Activity: Transcribe the entries exactly as each line appears.

Provided information below:

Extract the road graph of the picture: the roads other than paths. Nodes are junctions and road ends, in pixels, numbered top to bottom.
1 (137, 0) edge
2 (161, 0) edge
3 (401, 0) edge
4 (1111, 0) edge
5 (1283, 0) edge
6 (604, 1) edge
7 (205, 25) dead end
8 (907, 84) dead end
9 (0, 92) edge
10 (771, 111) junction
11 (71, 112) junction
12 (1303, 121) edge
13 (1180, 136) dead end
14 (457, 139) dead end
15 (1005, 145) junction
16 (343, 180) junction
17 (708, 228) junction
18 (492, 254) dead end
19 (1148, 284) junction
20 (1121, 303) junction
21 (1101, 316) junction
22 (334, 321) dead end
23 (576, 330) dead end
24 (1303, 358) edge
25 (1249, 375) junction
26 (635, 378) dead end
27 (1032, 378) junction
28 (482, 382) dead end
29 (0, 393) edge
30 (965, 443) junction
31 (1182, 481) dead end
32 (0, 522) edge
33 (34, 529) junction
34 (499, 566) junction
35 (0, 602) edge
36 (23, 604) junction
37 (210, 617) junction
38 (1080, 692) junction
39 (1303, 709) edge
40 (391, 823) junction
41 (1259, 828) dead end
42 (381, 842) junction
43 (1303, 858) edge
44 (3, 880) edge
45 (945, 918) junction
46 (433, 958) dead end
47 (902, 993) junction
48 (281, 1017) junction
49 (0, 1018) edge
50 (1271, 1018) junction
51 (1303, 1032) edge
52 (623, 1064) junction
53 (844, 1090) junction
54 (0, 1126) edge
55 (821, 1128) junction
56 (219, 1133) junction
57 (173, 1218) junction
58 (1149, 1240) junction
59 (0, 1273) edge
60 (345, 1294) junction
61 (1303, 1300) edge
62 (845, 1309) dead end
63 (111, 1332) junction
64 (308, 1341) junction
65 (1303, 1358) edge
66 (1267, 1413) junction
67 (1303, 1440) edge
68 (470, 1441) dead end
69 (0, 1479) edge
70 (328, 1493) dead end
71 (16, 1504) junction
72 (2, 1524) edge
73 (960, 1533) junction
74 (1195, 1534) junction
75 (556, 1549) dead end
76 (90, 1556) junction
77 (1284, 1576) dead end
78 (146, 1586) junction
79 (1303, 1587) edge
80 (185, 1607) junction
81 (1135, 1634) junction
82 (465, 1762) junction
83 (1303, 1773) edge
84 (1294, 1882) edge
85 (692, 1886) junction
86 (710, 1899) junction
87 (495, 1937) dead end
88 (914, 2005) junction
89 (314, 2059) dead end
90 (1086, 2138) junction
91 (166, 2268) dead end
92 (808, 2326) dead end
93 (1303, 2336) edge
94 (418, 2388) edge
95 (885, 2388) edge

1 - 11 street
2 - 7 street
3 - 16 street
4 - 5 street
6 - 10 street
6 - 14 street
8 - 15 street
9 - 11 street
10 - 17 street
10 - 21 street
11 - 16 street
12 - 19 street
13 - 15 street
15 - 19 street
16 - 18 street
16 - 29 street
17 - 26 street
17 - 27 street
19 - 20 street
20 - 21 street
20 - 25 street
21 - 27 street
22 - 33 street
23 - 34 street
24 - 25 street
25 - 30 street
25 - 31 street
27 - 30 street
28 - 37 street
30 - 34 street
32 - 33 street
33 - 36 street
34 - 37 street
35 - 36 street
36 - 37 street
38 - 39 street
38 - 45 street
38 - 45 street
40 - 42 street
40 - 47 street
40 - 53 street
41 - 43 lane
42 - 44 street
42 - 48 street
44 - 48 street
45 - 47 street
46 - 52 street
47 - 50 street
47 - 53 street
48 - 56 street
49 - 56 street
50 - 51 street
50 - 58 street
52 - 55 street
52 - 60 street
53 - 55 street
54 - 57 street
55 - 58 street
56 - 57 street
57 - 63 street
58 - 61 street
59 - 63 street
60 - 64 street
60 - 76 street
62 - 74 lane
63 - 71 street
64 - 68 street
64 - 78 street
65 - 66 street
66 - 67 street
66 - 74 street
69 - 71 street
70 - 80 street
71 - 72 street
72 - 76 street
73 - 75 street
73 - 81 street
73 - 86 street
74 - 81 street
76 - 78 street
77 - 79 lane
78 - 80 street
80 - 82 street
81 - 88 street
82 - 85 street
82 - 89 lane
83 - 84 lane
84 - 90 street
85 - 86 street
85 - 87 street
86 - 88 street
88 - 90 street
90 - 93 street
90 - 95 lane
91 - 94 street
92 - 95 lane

End of Provided information.

Response box:
Extract the road graph of the picture: the roads other than paths. Nodes are junctions and road ends, in pixels, numbered top to bottom.
1 (137, 0) edge
2 (161, 0) edge
3 (401, 0) edge
4 (1111, 0) edge
5 (1283, 0) edge
6 (604, 1) edge
7 (205, 25) dead end
8 (907, 84) dead end
9 (0, 92) edge
10 (771, 111) junction
11 (71, 112) junction
12 (1303, 121) edge
13 (1180, 136) dead end
14 (457, 139) dead end
15 (1005, 145) junction
16 (343, 180) junction
17 (708, 228) junction
18 (492, 254) dead end
19 (1148, 284) junction
20 (1121, 303) junction
21 (1101, 316) junction
22 (334, 321) dead end
23 (576, 330) dead end
24 (1303, 358) edge
25 (1249, 375) junction
26 (635, 378) dead end
27 (1032, 378) junction
28 (482, 382) dead end
29 (0, 393) edge
30 (965, 443) junction
31 (1182, 481) dead end
32 (0, 522) edge
33 (34, 529) junction
34 (499, 566) junction
35 (0, 602) edge
36 (23, 604) junction
37 (210, 617) junction
38 (1080, 692) junction
39 (1303, 709) edge
40 (391, 823) junction
41 (1259, 828) dead end
42 (381, 842) junction
43 (1303, 858) edge
44 (3, 880) edge
45 (945, 918) junction
46 (433, 958) dead end
47 (902, 993) junction
48 (281, 1017) junction
49 (0, 1018) edge
50 (1271, 1018) junction
51 (1303, 1032) edge
52 (623, 1064) junction
53 (844, 1090) junction
54 (0, 1126) edge
55 (821, 1128) junction
56 (219, 1133) junction
57 (173, 1218) junction
58 (1149, 1240) junction
59 (0, 1273) edge
60 (345, 1294) junction
61 (1303, 1300) edge
62 (845, 1309) dead end
63 (111, 1332) junction
64 (308, 1341) junction
65 (1303, 1358) edge
66 (1267, 1413) junction
67 (1303, 1440) edge
68 (470, 1441) dead end
69 (0, 1479) edge
70 (328, 1493) dead end
71 (16, 1504) junction
72 (2, 1524) edge
73 (960, 1533) junction
74 (1195, 1534) junction
75 (556, 1549) dead end
76 (90, 1556) junction
77 (1284, 1576) dead end
78 (146, 1586) junction
79 (1303, 1587) edge
80 (185, 1607) junction
81 (1135, 1634) junction
82 (465, 1762) junction
83 (1303, 1773) edge
84 (1294, 1882) edge
85 (692, 1886) junction
86 (710, 1899) junction
87 (495, 1937) dead end
88 (914, 2005) junction
89 (314, 2059) dead end
90 (1086, 2138) junction
91 (166, 2268) dead end
92 (808, 2326) dead end
93 (1303, 2336) edge
94 (418, 2388) edge
95 (885, 2388) edge

1 - 11 street
2 - 7 street
3 - 16 street
4 - 5 street
6 - 10 street
6 - 14 street
8 - 15 street
9 - 11 street
10 - 17 street
10 - 21 street
11 - 16 street
12 - 19 street
13 - 15 street
15 - 19 street
16 - 18 street
16 - 29 street
17 - 26 street
17 - 27 street
19 - 20 street
20 - 21 street
20 - 25 street
21 - 27 street
22 - 33 street
23 - 34 street
24 - 25 street
25 - 30 street
25 - 31 street
27 - 30 street
28 - 37 street
30 - 34 street
32 - 33 street
33 - 36 street
34 - 37 street
35 - 36 street
36 - 37 street
38 - 39 street
38 - 45 street
38 - 45 street
40 - 42 street
40 - 47 street
40 - 53 street
41 - 43 lane
42 - 44 street
42 - 48 street
44 - 48 street
45 - 47 street
46 - 52 street
47 - 50 street
47 - 53 street
48 - 56 street
49 - 56 street
50 - 51 street
50 - 58 street
52 - 55 street
52 - 60 street
53 - 55 street
54 - 57 street
55 - 58 street
56 - 57 street
57 - 63 street
58 - 61 street
59 - 63 street
60 - 64 street
60 - 76 street
62 - 74 lane
63 - 71 street
64 - 68 street
64 - 78 street
65 - 66 street
66 - 67 street
66 - 74 street
69 - 71 street
70 - 80 street
71 - 72 street
72 - 76 street
73 - 75 street
73 - 81 street
73 - 86 street
74 - 81 street
76 - 78 street
77 - 79 lane
78 - 80 street
80 - 82 street
81 - 88 street
82 - 85 street
82 - 89 lane
83 - 84 lane
84 - 90 street
85 - 86 street
85 - 87 street
86 - 88 street
88 - 90 street
90 - 93 street
90 - 95 lane
91 - 94 street
92 - 95 lane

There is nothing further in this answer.